More than 170,000 farmers in Latin America receive the support of BBVA Microfinance Foundation

According to the Economic Commission for Latin America and the Caribbean (ECLAC), 18% of the population in Latin America live in rural areas, a segment more exposed to poverty due to the lack of infrastructure and basic services such as connectivity or financial services. In fact, ECLAC also shares that 29% of the people living in poverty and 41% in extreme poverty, live in the countryside. Because of this, bringing financial inclusion to these areas is a priority for BBVA Microfinance Foundation, especially to the five countries where it is present (Colombia, Peru, Dominican Republic, Chile and Panama). A priority reflected in its latest Social Performance Report.

In 2019, 33% of the entrepreneurs who joined one of the six microfinance institutions of BBVAMF live in rural areas, a total of 320,000 people served by the end of the year. Of all of them, 43% live on agriculture. To support these small-scale farmers, who face climate change risks and unstable income, the Foundation implements various programs that help them improve their position in the value chain, through partnership with distributors, as well as to strengthen their resilience with sustainable agriculture techniques and the diversification of their crops.

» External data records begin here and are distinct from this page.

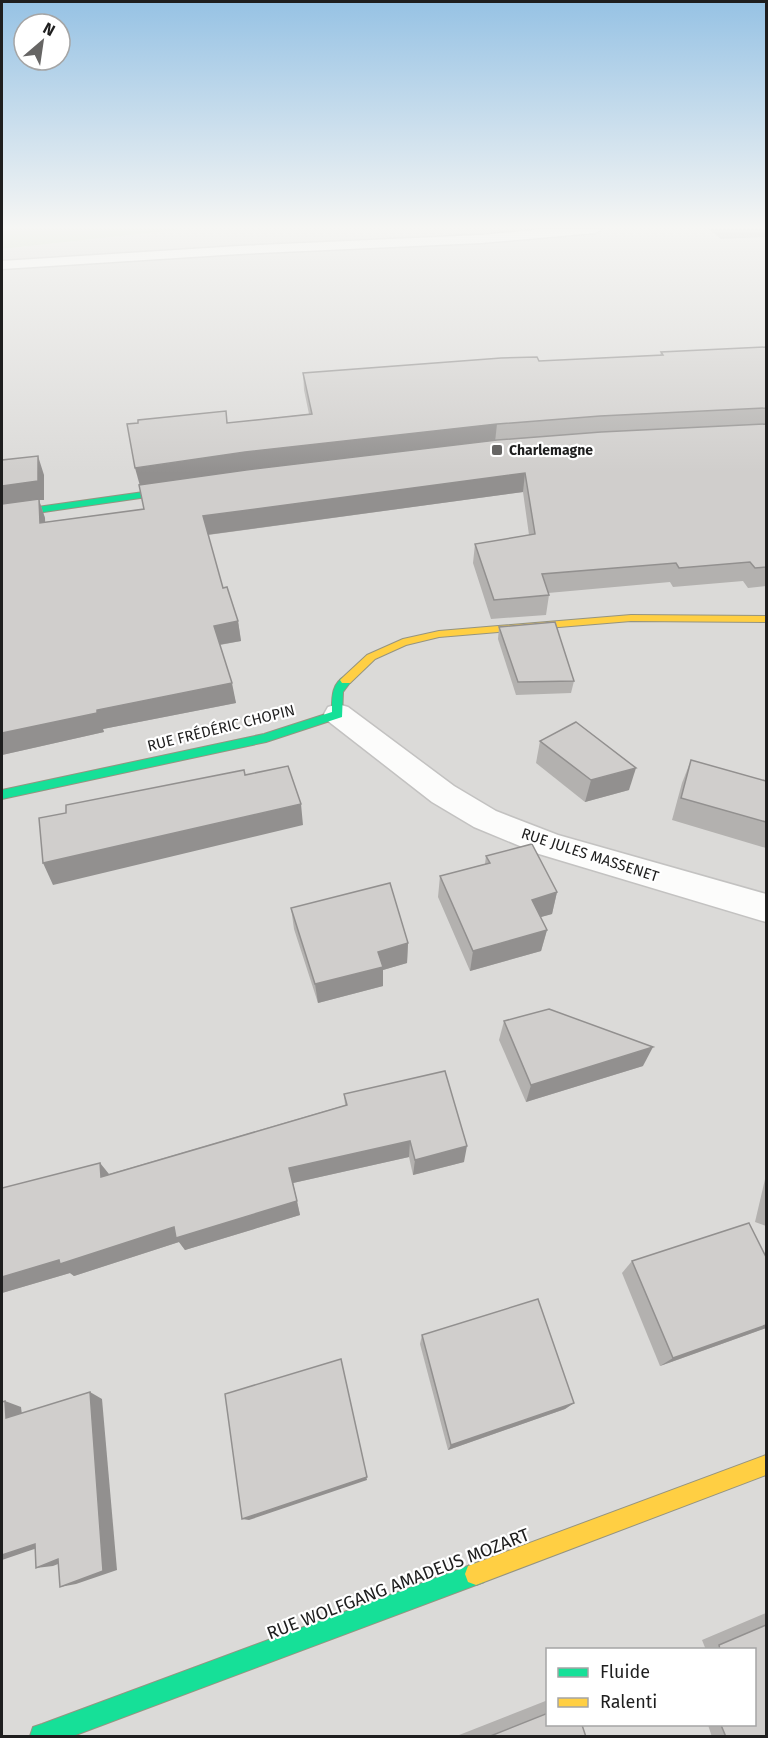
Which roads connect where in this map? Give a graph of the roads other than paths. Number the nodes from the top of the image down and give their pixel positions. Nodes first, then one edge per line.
1 (202, 486) edge
2 (2, 515) edge
3 (766, 619) edge
4 (338, 714) junction
5 (2, 795) edge
6 (766, 908) edge
7 (766, 1465) edge
8 (42, 1737) edge

1 - 2 street
3 - 4 street
4 - 5 street, RUE FRÉDÉRIC CHOPIN
4 - 6 street, RUE JULES MASSENET
7 - 8 street, RUE WOLFGANG AMADEUS MOZART

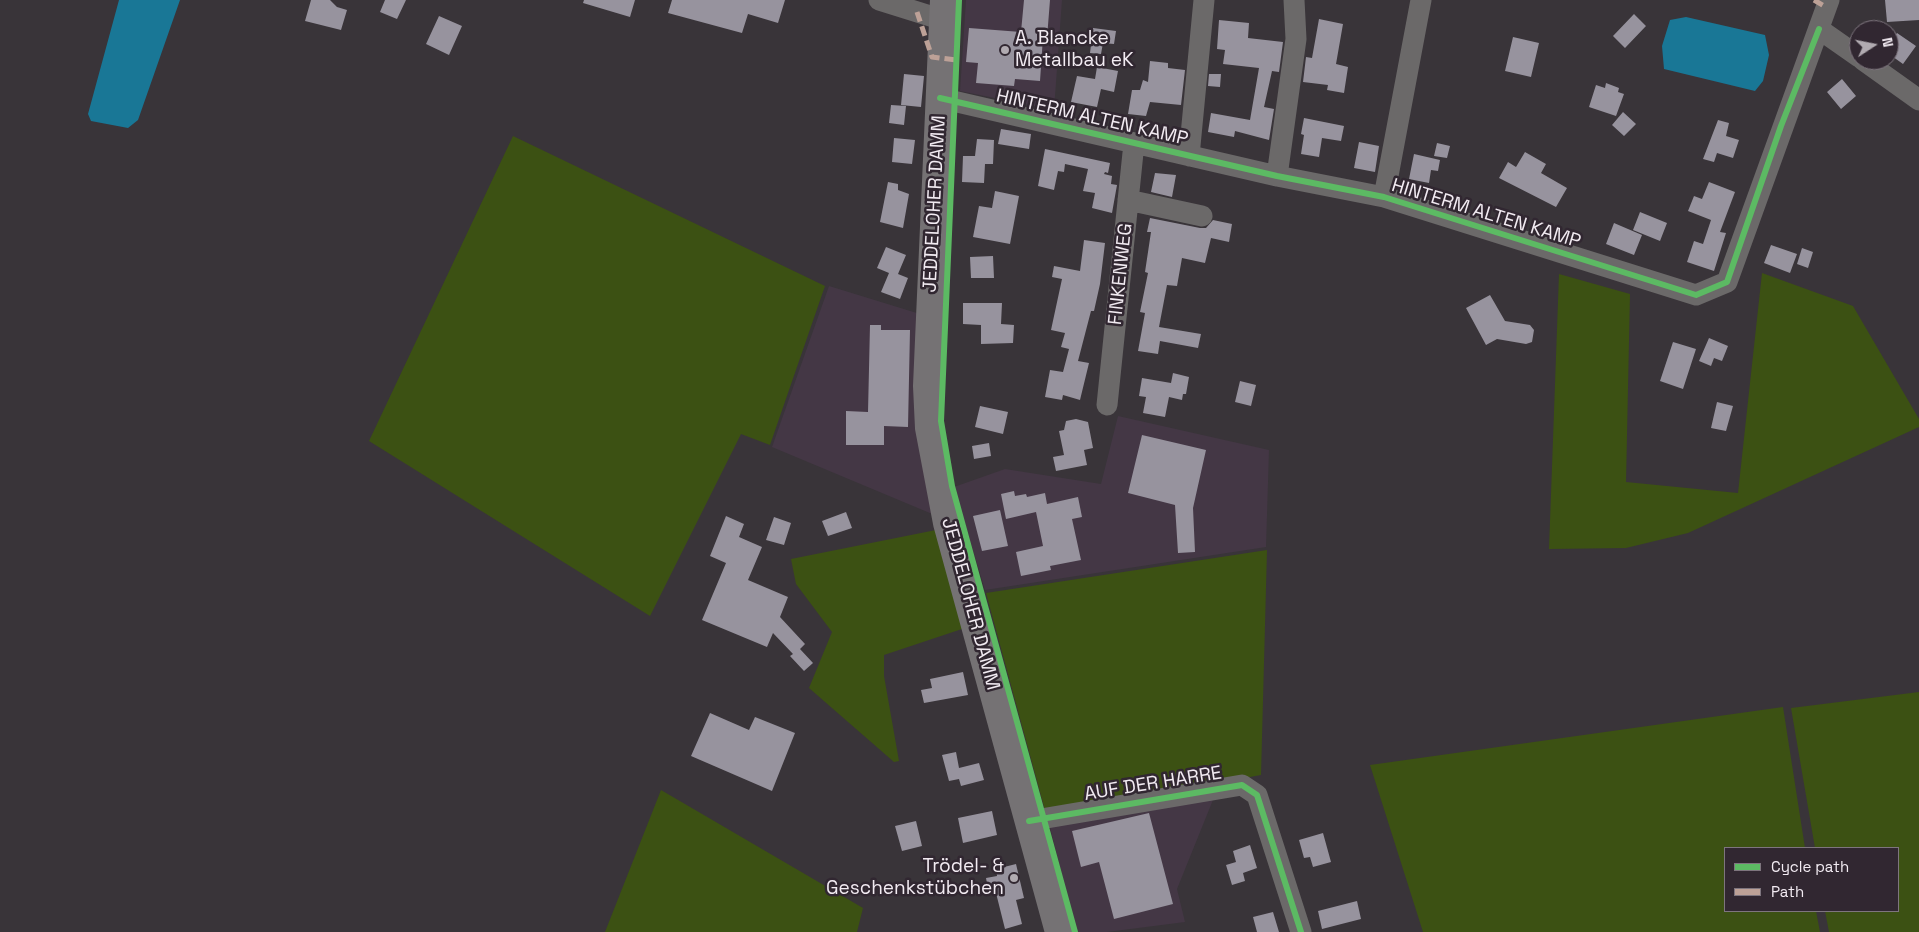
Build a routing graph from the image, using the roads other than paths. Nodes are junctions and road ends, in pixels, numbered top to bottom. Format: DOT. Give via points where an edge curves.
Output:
graph roads {
  1 [pos="879,0"];
  2 [pos="1204,0"];
  3 [pos="1294,0"];
  4 [pos="1421,0"];
  5 [pos="1829,0"];
  6 [pos="943,10"];
  7 [pos="1819,29"];
  8 [pos="1849,50"];
  9 [pos="1877,70"];
  10 [pos="940,98"];
  11 [pos="1919,100"];
  12 [pos="1134,143"];
  13 [pos="1189,156"];
  14 [pos="1277,176"];
  15 [pos="1384,197"];
  16 [pos="1128,200"];
  17 [pos="1202,216"];
  18 [pos="1107,405"];
  19 [pos="1029,821"];
  20 [pos="1059,932"];
  21 [pos="1301,932"];
  1 -- 6 [label="street"];
  2 -- 13 [label="street, HINTERM ALTEN KAMP"];
  3 -- 14 [label="street" via="1296,39"];
  4 -- 15 [label="street"];
  5 -- 7 [label="street, HINTERM ALTEN KAMP"];
  6 -- 10 [label="main road, JEDDELOHER DAMM"];
  7 -- 8 [label="street"];
  7 -- 15 [label="street, HINTERM ALTEN KAMP" via="1781,126 1727,282 1696,295"];
  9 -- 11 [label="street"];
  10 -- 12 [label="street, HINTERM ALTEN KAMP"];
  10 -- 19 [label="main road, JEDDELOHER DAMM" via="927,386 928,428 947,523"];
  12 -- 13 [label="street, HINTERM ALTEN KAMP"];
  12 -- 16 [label="street, FINKENWEG"];
  13 -- 14 [label="street, HINTERM ALTEN KAMP"];
  14 -- 15 [label="street, HINTERM ALTEN KAMP"];
  16 -- 17 [label="street"];
  16 -- 18 [label="street, FINKENWEG"];
  19 -- 20 [label="main road, JEDDELOHER DAMM"];
  19 -- 21 [label="street, AUF DER HARRE" via="1242,786 1257,795"];
}
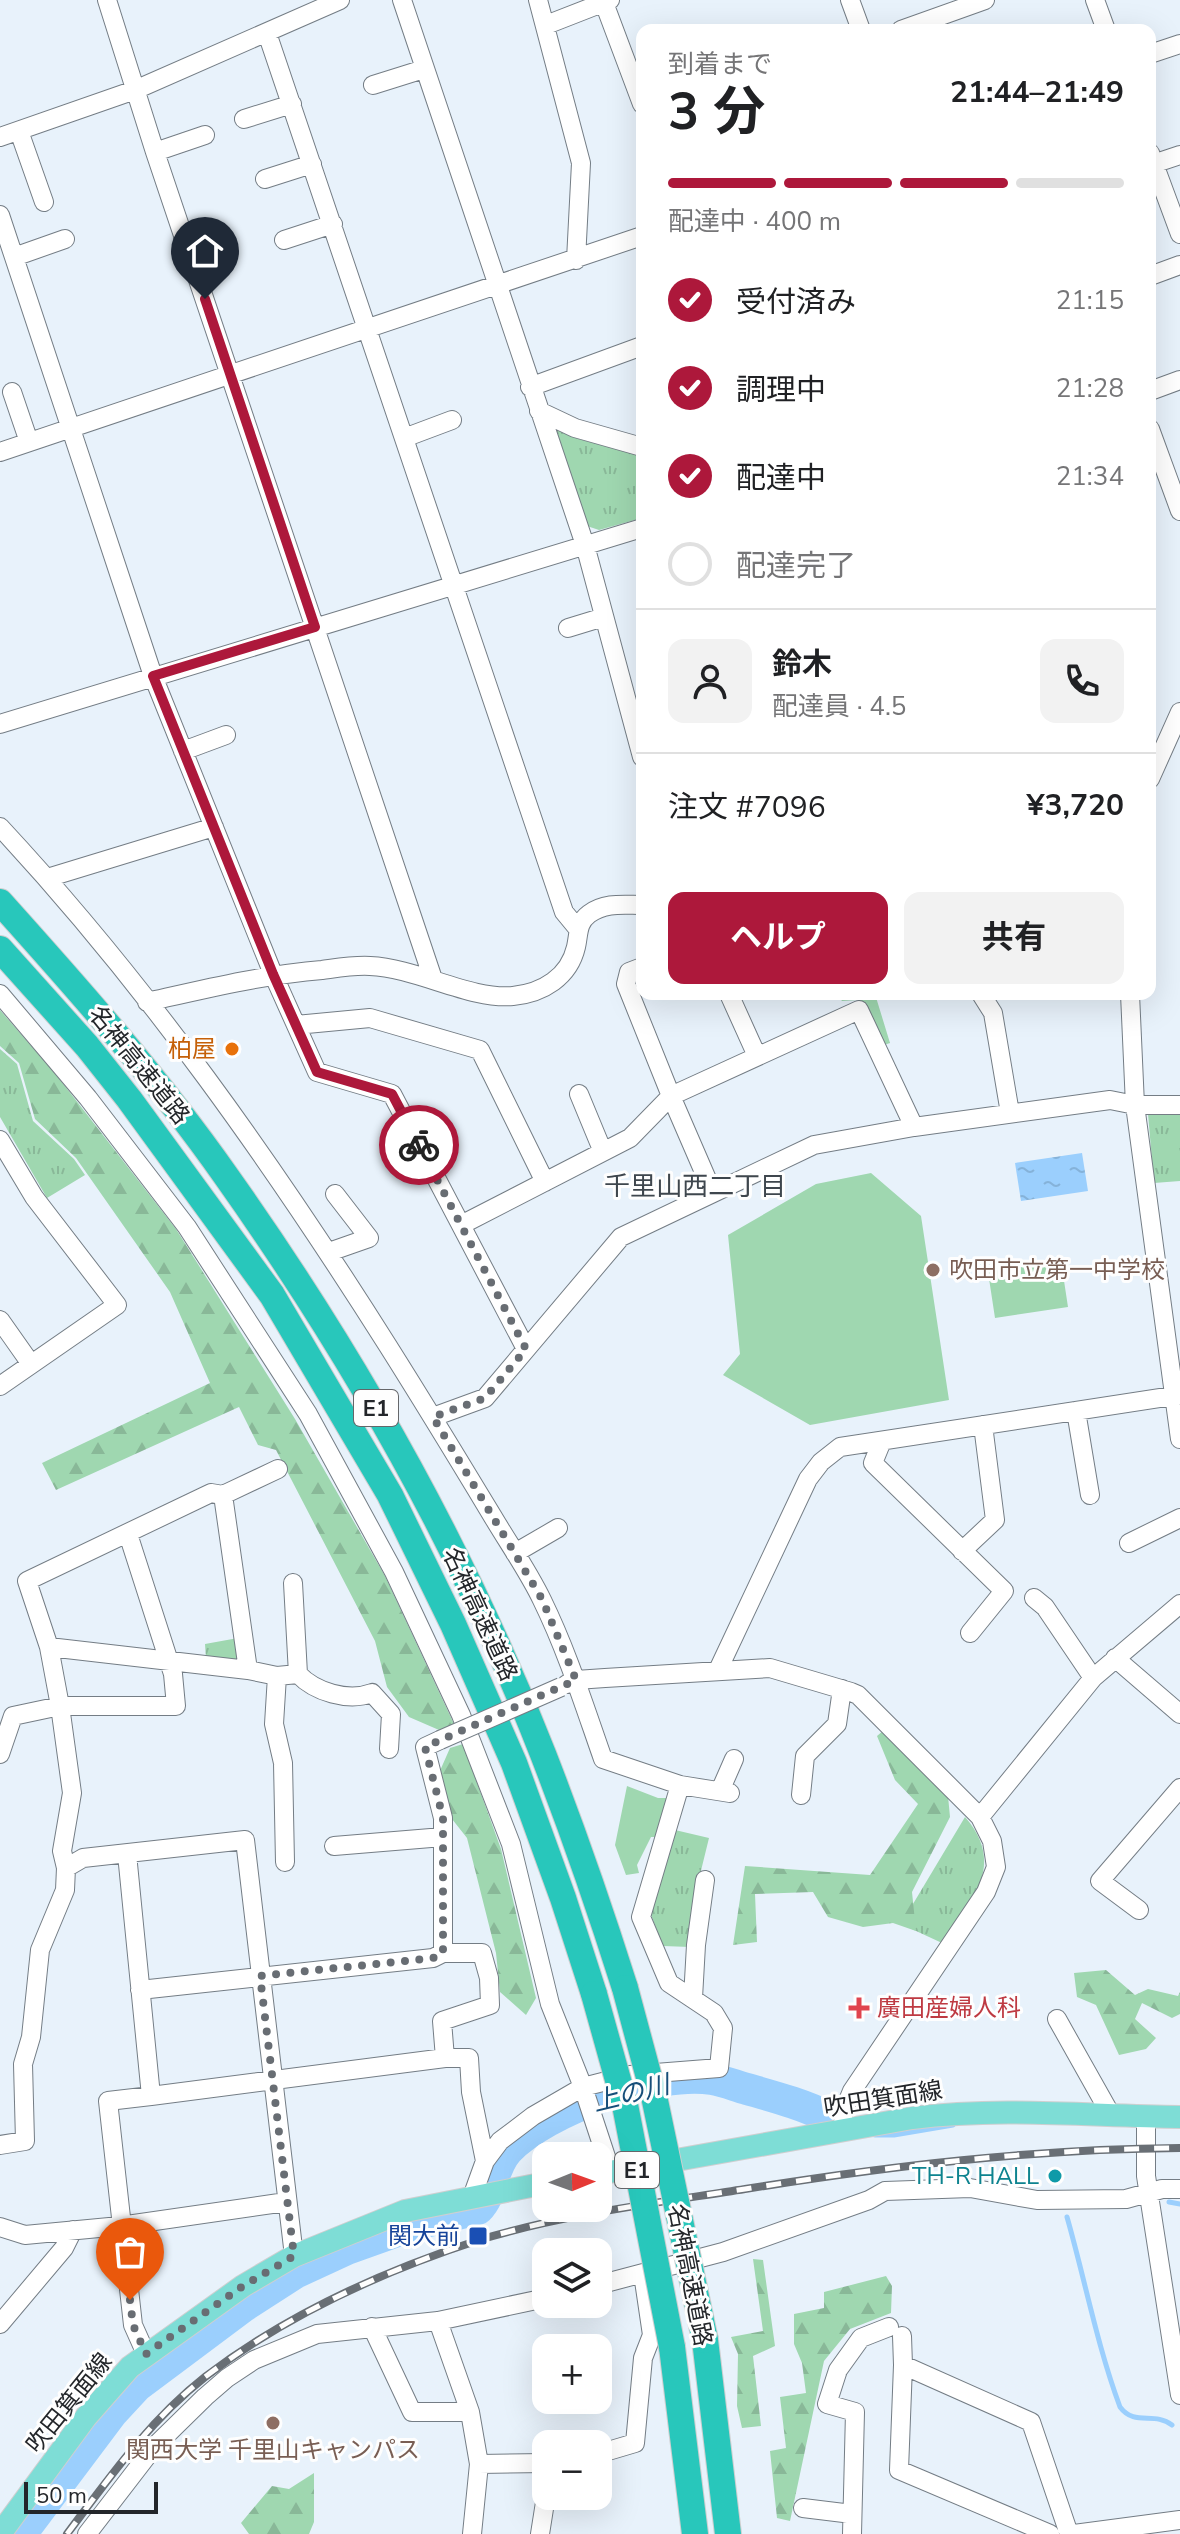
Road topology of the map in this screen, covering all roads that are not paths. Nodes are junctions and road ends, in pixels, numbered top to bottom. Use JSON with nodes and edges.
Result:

Particularly in Colombia, where more than 30% of the entrepreneurs who have a loan from the BBVAMF’s local institution are farmers, the MEbA program, developed in partnership with UN Environment, is there to support them (Microcredit for Ecosystem-based Adaptation). Through this initiative, the institution offers green loans and has implemented, together with other local institutions, a demonstration farm to teach them sustainable farming techniques such as greenhouses, family orchards, drip irrigation or solar dehydrators. Aside from the training in this demonstration farm, they also receive technical support to apply these methods in their own lands. Since 2019, Bancamía also offers a climate insurance especially designed to cover entrepreneurs’ losses due to torrential rains, extreme drought or strong winds. The severity of these events are measured with satellites and the disbursement is automatically made in cases where thresholds are crossed.

Lastly, and to encourage savings, which has proven to be fundamental to face a crisis similar to COVID-19, BBVAMF in Colombia created a program that includes workshops on financial education, climate change awareness and an offering of financial products.

Aside from Colombia, BBVAMF also develops farming and livestock initiatives in Dominican Republic. In fact, the Finanzas Rurales y Ambiente (Rural and Environmental Finance) has been recently added to MEbA, and includes Ecrocrédito or Agromujer (Ecocredit or Agrowoman), a loan aimed to overcome the barriers faced by rural women, such as the lack of land title. The terms of agricultural loans are adjusted to the crops’ productive cycle , including those who have longer due dates, like macadamia. All of these loans also include the necessary technical assistance to strengthen value chains.